--- START ---

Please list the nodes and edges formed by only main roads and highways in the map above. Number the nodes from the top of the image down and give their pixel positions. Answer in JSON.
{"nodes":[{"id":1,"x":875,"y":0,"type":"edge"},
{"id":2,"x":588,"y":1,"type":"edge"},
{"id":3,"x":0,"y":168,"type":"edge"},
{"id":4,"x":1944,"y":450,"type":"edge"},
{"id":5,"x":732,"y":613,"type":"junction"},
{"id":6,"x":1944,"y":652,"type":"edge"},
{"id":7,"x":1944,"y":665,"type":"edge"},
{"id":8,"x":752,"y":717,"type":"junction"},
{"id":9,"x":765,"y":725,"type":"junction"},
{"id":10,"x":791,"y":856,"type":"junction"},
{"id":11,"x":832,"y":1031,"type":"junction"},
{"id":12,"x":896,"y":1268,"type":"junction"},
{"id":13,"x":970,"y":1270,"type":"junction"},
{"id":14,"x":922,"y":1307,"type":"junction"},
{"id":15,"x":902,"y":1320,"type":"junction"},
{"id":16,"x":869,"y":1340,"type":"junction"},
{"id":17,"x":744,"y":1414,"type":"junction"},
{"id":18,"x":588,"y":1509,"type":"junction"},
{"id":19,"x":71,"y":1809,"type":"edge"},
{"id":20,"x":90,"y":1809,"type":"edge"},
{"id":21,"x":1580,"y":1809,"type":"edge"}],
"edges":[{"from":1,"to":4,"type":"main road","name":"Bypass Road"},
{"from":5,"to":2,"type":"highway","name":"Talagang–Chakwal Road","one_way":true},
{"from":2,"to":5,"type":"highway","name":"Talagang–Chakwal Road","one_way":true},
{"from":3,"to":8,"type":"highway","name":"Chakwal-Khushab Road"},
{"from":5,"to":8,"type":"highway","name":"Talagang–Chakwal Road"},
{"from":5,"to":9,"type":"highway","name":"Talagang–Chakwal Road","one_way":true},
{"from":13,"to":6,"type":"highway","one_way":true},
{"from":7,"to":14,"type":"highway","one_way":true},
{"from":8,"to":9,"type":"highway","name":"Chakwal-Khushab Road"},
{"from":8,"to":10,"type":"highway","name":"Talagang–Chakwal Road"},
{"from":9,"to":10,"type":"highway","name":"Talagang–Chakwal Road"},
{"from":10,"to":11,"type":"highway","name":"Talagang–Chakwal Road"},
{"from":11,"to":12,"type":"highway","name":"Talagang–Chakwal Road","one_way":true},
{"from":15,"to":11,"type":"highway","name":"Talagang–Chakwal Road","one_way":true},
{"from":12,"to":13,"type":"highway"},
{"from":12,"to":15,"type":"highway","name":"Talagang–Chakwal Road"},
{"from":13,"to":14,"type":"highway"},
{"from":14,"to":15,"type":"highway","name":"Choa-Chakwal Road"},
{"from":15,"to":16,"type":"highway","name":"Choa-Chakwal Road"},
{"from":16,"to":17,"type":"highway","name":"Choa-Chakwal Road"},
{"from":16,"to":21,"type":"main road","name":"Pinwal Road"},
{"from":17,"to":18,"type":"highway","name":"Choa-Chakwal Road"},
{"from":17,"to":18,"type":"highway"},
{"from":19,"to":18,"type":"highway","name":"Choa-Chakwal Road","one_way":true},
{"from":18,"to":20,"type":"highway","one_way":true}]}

--- END ---

Work to complete
Extract every line from the records above that contains the word "true".

Output
{"from":5,"to":2,"type":"highway","name":"Talagang–Chakwal Road","one_way":true},
{"from":2,"to":5,"type":"highway","name":"Talagang–Chakwal Road","one_way":true},
{"from":5,"to":9,"type":"highway","name":"Talagang–Chakwal Road","one_way":true},
{"from":13,"to":6,"type":"highway","one_way":true},
{"from":7,"to":14,"type":"highway","one_way":true},
{"from":11,"to":12,"type":"highway","name":"Talagang–Chakwal Road","one_way":true},
{"from":15,"to":11,"type":"highway","name":"Talagang–Chakwal Road","one_way":true},
{"from":19,"to":18,"type":"highway","name":"Choa-Chakwal Road","one_way":true},
{"from":18,"to":20,"type":"highway","one_way":true}]}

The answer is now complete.